Towns we often compare to ours have Mother Nature as their urban planner-in-chief. Boulder, Colorado has mountains. Santa Cruz, California has ocean. Burlington, Vermont has slate beneath its soil. We’ve got some carefully constructed dotted lines.
Consider our misfortune. Only two cities in America have more sunny days than we do, but our summers are nicer than San Diego’s and our winters are nicer than Spokane’s. Our plentiful rain gives us more shades of green than a Crayola bonus-pack, but most of that rain comes in winter and at night, when we weren’t going outside anyway. We have what has been called one of the top 25 concert halls in the world. We have more art than almost any other town our size. We have a river flowing through our midsection and so many parks and open spaces, we barely notice them.
We have a university with all the hidden gems that dot its campus and its calendar. We’re close to oceans, mountains, deserts, and plains. Everything there is to love about a big city is up the road; small town America survives all around us.
We produce some of the best wine, bread, coffee, and chocolate in America. Word gets out. People come here for their own piece of paradise. They don’t always leave.
What to do? Beg them to stay away? That’ll only make them want it more. Give them the cold shoulder when they arrive? We don’t have it in us. Call them names and insist it was all better before they got here? It just somehow adds to the charm.

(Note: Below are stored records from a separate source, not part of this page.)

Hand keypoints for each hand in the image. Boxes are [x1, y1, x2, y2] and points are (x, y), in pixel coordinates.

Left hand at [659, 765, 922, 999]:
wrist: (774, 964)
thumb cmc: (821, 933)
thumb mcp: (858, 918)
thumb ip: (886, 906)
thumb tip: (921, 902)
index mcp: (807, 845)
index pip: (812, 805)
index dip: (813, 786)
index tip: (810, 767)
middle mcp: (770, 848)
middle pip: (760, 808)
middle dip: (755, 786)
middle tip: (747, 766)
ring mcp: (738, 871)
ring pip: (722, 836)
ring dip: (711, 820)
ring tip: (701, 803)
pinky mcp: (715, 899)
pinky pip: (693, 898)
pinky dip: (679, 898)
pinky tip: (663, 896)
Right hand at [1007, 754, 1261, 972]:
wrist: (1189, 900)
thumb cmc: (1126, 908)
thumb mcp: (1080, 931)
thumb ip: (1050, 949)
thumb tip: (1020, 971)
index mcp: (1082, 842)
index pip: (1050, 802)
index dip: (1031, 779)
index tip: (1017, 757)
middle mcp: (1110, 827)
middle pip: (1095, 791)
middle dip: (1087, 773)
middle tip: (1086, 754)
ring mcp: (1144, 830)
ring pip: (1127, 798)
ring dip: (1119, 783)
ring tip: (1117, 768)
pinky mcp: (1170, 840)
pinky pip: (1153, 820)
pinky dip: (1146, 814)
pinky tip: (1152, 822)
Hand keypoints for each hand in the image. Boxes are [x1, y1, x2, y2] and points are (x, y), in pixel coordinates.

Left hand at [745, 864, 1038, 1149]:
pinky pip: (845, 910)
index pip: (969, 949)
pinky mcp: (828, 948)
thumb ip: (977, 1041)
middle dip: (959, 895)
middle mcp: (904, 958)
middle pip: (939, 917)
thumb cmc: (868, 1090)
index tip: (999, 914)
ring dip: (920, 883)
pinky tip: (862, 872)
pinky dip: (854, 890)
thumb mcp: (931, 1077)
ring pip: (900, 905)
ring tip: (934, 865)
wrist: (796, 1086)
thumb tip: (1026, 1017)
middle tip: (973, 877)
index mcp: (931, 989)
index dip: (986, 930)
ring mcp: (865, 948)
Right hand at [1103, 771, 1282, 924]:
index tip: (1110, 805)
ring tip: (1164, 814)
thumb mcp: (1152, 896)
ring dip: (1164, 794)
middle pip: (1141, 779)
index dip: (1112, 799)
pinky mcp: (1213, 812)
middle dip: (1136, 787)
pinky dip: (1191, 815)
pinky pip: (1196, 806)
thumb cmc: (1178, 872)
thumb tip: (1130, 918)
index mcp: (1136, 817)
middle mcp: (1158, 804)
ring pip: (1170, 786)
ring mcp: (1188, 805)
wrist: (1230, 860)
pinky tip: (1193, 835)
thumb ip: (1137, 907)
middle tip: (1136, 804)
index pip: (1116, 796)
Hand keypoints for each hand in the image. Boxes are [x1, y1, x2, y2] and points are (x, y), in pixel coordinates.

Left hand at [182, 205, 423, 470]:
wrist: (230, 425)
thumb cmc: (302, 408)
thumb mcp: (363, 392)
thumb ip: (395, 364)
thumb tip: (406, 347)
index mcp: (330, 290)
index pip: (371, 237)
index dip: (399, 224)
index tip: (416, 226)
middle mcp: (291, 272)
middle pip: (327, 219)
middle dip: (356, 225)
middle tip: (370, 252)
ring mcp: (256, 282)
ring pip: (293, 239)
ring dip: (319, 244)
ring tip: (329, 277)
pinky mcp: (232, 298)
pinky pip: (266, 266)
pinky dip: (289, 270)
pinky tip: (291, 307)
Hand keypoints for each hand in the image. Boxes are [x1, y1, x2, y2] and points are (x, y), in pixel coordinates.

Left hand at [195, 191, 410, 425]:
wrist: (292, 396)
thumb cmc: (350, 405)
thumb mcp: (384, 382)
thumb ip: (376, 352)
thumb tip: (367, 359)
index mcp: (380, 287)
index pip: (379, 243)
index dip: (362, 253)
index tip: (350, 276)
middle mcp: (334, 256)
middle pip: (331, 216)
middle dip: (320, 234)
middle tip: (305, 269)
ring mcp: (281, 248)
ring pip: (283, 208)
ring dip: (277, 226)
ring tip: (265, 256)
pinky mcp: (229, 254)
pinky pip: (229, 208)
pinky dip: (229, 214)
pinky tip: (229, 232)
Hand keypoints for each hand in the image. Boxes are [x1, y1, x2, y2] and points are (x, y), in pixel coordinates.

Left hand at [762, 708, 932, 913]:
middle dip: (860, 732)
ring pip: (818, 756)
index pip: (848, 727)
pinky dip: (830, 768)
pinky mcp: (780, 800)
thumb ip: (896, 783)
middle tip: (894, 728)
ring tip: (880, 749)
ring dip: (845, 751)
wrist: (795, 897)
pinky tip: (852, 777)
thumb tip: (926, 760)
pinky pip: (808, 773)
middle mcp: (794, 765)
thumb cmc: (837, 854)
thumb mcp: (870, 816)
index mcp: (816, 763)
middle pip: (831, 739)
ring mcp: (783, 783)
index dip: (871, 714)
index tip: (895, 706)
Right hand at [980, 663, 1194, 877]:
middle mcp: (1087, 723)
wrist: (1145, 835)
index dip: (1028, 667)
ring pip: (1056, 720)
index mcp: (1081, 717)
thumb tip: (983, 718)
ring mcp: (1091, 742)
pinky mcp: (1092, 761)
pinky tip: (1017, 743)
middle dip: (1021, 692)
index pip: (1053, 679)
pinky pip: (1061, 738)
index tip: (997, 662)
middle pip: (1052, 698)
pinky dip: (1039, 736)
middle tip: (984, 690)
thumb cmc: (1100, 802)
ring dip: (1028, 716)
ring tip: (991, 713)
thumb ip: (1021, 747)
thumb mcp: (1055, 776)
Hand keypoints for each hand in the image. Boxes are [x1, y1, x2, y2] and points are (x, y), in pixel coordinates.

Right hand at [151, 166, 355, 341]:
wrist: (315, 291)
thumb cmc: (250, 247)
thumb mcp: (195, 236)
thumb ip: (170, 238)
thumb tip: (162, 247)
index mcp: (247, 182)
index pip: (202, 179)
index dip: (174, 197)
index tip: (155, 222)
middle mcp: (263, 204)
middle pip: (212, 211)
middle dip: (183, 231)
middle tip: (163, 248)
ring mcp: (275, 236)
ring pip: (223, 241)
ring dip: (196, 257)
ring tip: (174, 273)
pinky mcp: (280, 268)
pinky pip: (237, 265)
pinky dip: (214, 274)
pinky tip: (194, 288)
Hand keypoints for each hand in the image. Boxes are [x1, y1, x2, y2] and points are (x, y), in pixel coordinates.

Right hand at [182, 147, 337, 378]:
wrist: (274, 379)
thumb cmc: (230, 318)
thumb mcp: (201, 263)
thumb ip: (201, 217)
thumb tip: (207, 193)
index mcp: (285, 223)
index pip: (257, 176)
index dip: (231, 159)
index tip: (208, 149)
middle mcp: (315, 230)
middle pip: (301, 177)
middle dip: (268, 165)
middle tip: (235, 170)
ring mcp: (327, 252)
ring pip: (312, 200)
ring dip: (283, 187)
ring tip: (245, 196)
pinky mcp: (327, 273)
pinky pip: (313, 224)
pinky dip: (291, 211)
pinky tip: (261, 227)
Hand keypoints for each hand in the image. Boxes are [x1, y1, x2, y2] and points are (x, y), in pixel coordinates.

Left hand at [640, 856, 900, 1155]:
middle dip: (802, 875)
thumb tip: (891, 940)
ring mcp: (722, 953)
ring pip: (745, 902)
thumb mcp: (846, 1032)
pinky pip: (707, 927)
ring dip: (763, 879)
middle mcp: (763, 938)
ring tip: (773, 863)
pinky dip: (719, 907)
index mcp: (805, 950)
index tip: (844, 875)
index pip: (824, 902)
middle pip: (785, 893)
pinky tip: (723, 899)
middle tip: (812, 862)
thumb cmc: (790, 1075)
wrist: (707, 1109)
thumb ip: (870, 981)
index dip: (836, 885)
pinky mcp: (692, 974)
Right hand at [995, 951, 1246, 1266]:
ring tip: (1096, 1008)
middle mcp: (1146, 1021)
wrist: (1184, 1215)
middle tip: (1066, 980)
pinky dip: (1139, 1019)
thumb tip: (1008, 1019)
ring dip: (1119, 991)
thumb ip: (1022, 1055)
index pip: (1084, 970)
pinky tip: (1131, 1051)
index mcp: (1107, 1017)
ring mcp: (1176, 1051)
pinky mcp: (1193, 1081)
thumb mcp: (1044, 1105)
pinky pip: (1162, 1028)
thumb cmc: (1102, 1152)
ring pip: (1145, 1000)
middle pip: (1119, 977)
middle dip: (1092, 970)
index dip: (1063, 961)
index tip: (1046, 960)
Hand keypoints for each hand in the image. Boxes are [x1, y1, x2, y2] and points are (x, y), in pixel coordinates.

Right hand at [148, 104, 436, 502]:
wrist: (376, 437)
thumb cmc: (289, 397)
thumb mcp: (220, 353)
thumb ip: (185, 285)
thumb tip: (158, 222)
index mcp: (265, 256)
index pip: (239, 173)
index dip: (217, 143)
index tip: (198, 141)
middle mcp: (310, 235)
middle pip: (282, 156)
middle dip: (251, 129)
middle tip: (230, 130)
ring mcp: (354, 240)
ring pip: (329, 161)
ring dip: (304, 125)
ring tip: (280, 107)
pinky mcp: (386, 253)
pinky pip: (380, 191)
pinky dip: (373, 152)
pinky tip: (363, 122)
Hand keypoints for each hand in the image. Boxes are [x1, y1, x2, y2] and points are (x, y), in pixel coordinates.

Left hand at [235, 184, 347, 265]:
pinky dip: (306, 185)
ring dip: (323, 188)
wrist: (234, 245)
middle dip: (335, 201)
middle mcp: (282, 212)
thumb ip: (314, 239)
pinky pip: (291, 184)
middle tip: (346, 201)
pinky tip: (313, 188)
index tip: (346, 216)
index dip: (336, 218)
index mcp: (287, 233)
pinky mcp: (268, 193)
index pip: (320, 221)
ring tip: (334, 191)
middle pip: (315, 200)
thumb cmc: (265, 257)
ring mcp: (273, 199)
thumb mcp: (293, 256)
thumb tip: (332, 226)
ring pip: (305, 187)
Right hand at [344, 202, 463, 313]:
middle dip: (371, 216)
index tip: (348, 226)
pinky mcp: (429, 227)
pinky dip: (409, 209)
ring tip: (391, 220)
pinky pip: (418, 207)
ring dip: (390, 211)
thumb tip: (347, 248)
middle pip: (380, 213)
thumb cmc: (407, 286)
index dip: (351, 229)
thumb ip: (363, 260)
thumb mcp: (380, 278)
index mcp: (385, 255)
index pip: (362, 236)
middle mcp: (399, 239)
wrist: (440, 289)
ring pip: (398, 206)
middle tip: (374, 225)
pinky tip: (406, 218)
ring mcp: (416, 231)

No, growth is inevitable. And planning for it may not be enough. We plan to manage growth on the “Field of Dreams” model: build it and they will come. We’d be smarter to recruit the people we want for our future neighbors.
No one disputes that the people who love this place most are those who were raised here. But those who love it best came from larger cities.
People who endured long commutes, concrete jungles, violent crime, or unclean air — they prize this place for all it doesn’t have. At the same time, they know how diversity, culture, nightlife and commerce can enrich a community. If we can have both, that’s as close to having it all as anyone dare hope for.
Those who come here from smaller towns often want to freeze us where we are or return us to where we’ve been. Or, worse, they want to add the nightlife and commerce without a picture of what those in excess can also bring.
Managed growth will be most effective when popular support comes from firsthand experience of what we want and what we don’t want. Oregon may love dreamers, but not people asleep at the wheel. Creating a vibrant mix of big city pleasures without big city pressures will require careful planning.
Unfortunately, many careers tend to pull people from smaller markets to ever-larger ones, where budgets and clientele and ambitions can grow. We’ll be recruiting in the opposite direction, swimming upstream. Our salmon will be proud.
City dwellers will be very interested to know we have much of what they love and very little of what they hate about their current circumstance.
As McCall shrewdly pointed out, you can love a place to death. In the 1970s, that warning targeted the newcomers. Now it’s new blood that can bring our best future forward.